### [Saved data entries]
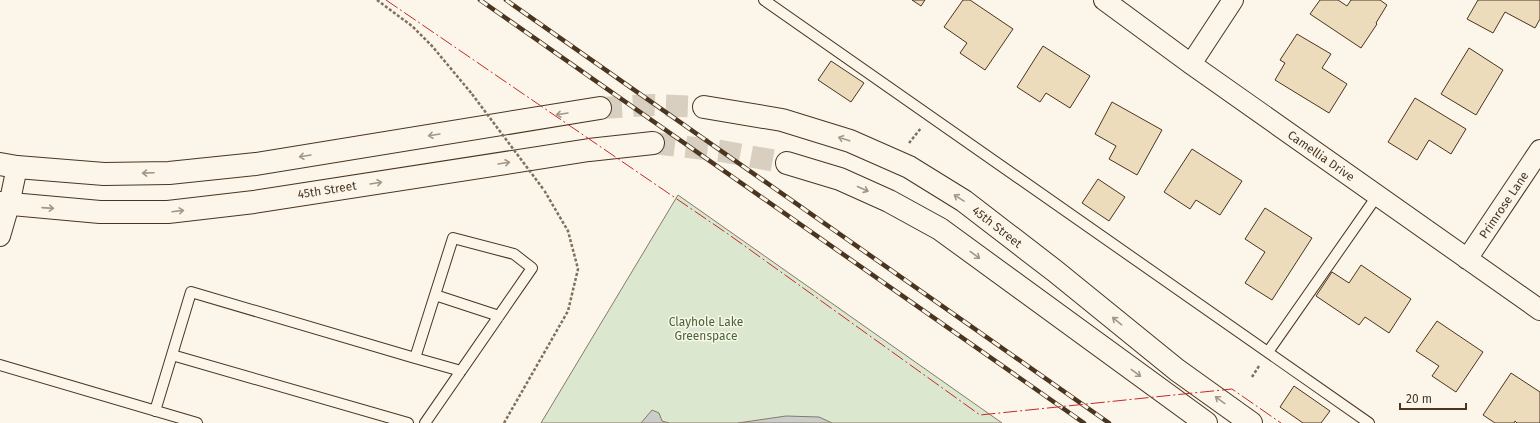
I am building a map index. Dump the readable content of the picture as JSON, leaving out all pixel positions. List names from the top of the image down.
{
  "streets": {
    "main road": ["45th Street"],
    "street": ["Camellia Drive", "Primrose Lane"]
  },
  "crossings": [
    ["Camellia Drive", "Primrose Lane"]
  ],
  "parks": ["Clayhole Lake Greenspace"],
  "scale_bar": "20 m"
}
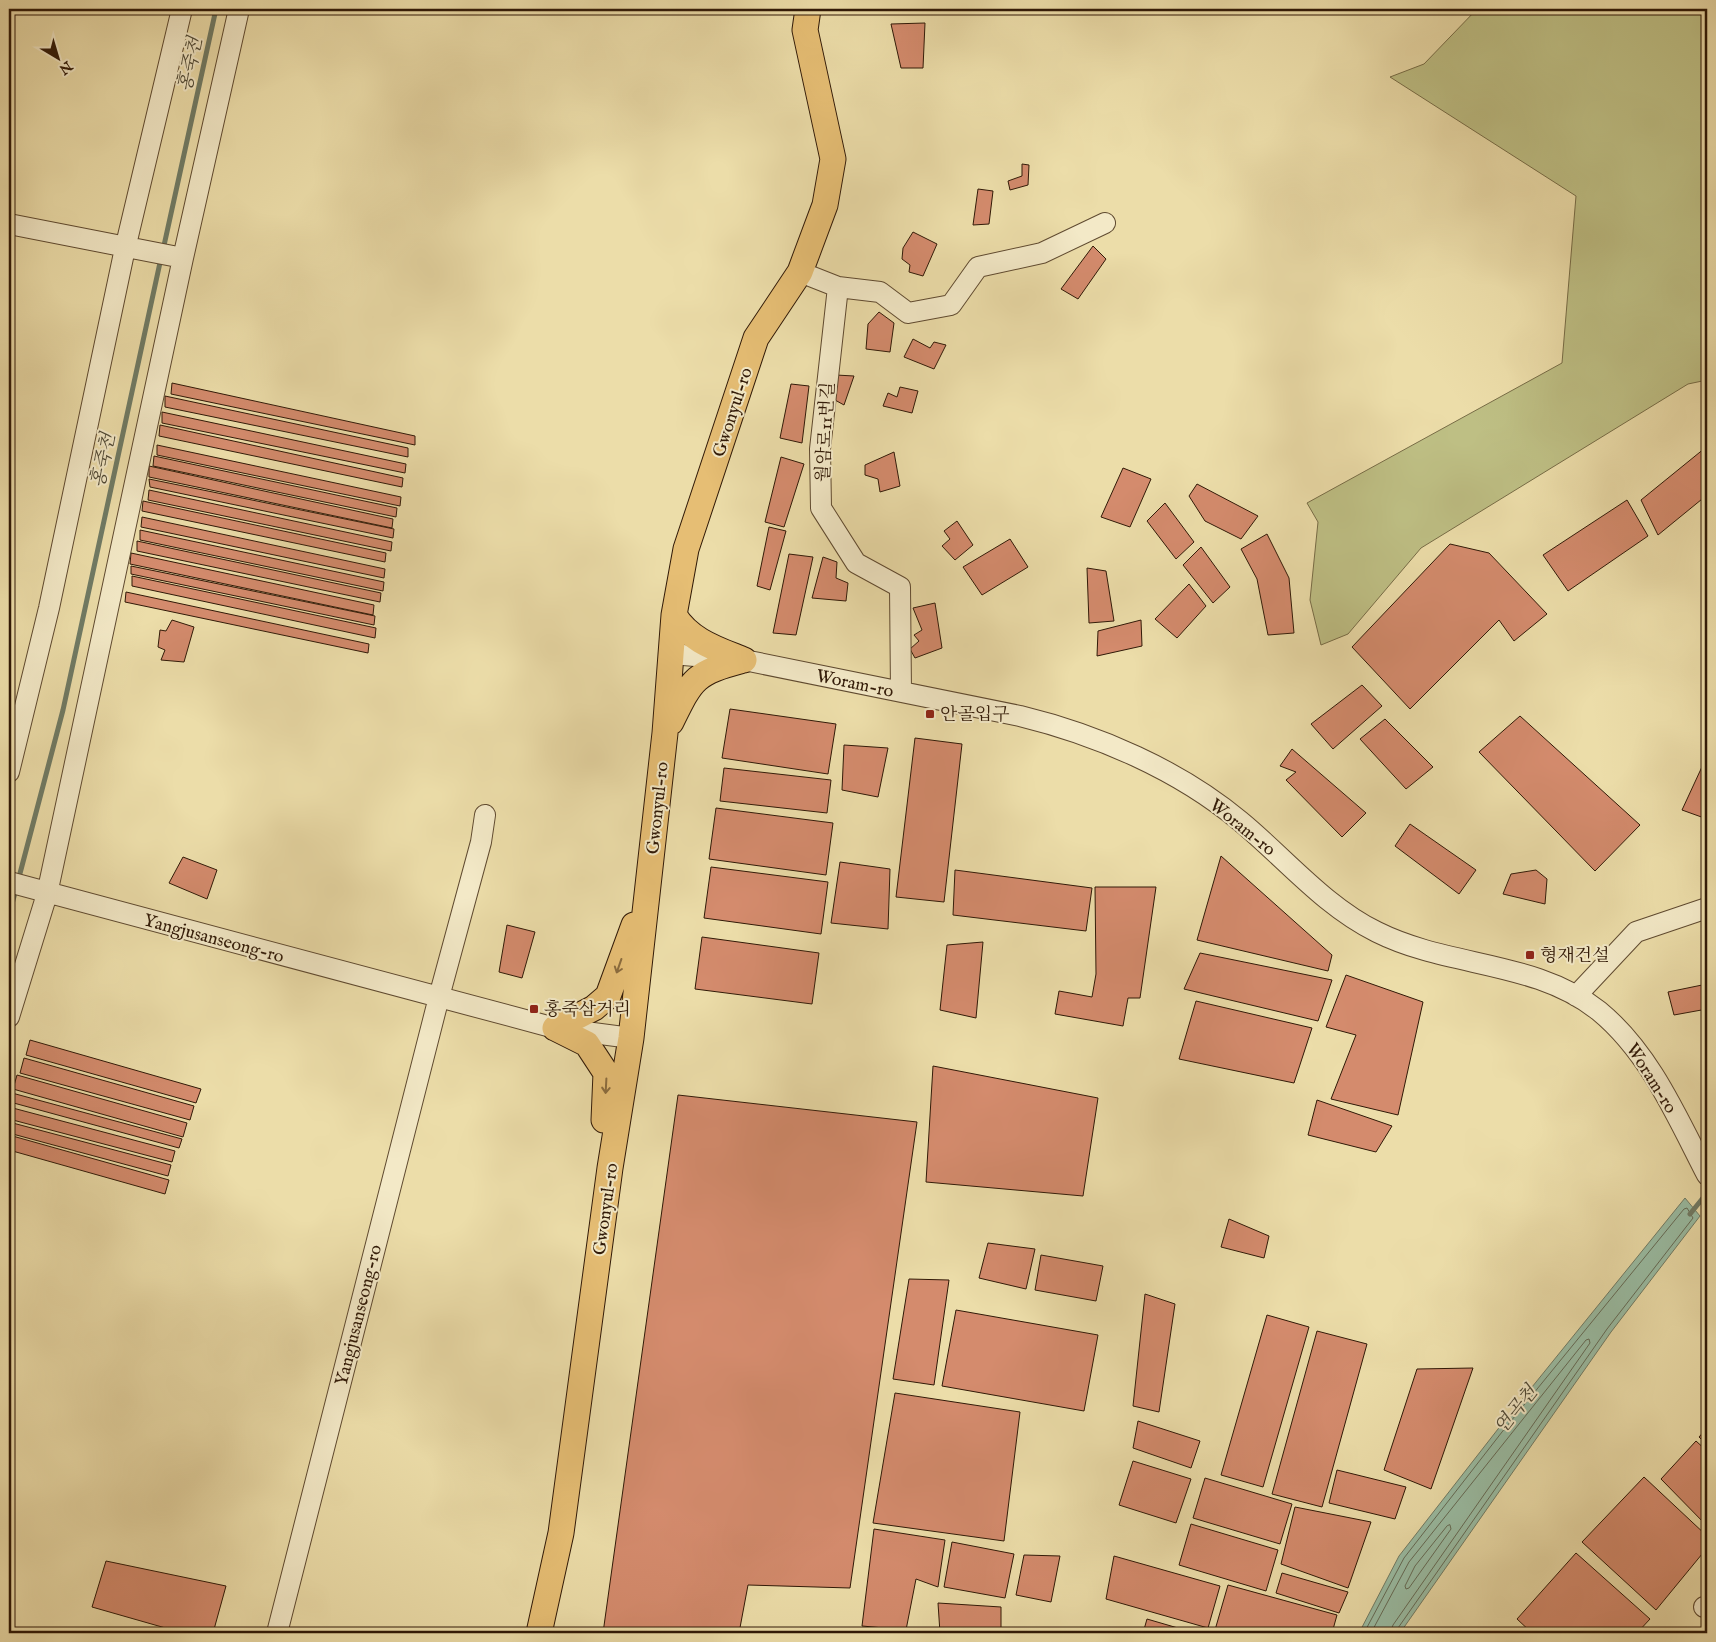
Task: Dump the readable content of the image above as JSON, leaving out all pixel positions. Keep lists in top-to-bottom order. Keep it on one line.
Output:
{"streets":{"main road":["Gwonyul-ro"],"street":["월암로11번길","Woram-ro","Yangjusanseong-ro"]},"crossings":[["Gwonyul-ro","Woram-ro"],["Gwonyul-ro","Yangjusanseong-ro"],["월암로11번길","Woram-ro"]],"water":["홍죽천","연곡천"],"places":{"transit":["안골입구","형재건설","홍죽삼거리"]},"north":"bottom right"}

### [TASK ITEM]
Restate each entry word for word, please, but drop any images it holds.

### [OUTPUT FOR THIS TASK]
I am building a map index. Dump the readable content of the picture as JSON, leaving out all pixel positions. List names from the top of the image down.
{
  "streets": {
    "main road": ["45th Street"],
    "street": ["Camellia Drive", "Primrose Lane"]
  },
  "crossings": [
    ["Camellia Drive", "Primrose Lane"]
  ],
  "parks": ["Clayhole Lake Greenspace"],
  "scale_bar": "20 m"
}
Task: Dump the readable content of the image above as JSON, leaving out all pixel positions. Keep lists in top-to-bottom order. Keep it on one line.
Output:
{"streets":{"main road":["Gwonyul-ro"],"street":["월암로11번길","Woram-ro","Yangjusanseong-ro"]},"crossings":[["Gwonyul-ro","Woram-ro"],["Gwonyul-ro","Yangjusanseong-ro"],["월암로11번길","Woram-ro"]],"water":["홍죽천","연곡천"],"places":{"transit":["안골입구","형재건설","홍죽삼거리"]},"north":"bottom right"}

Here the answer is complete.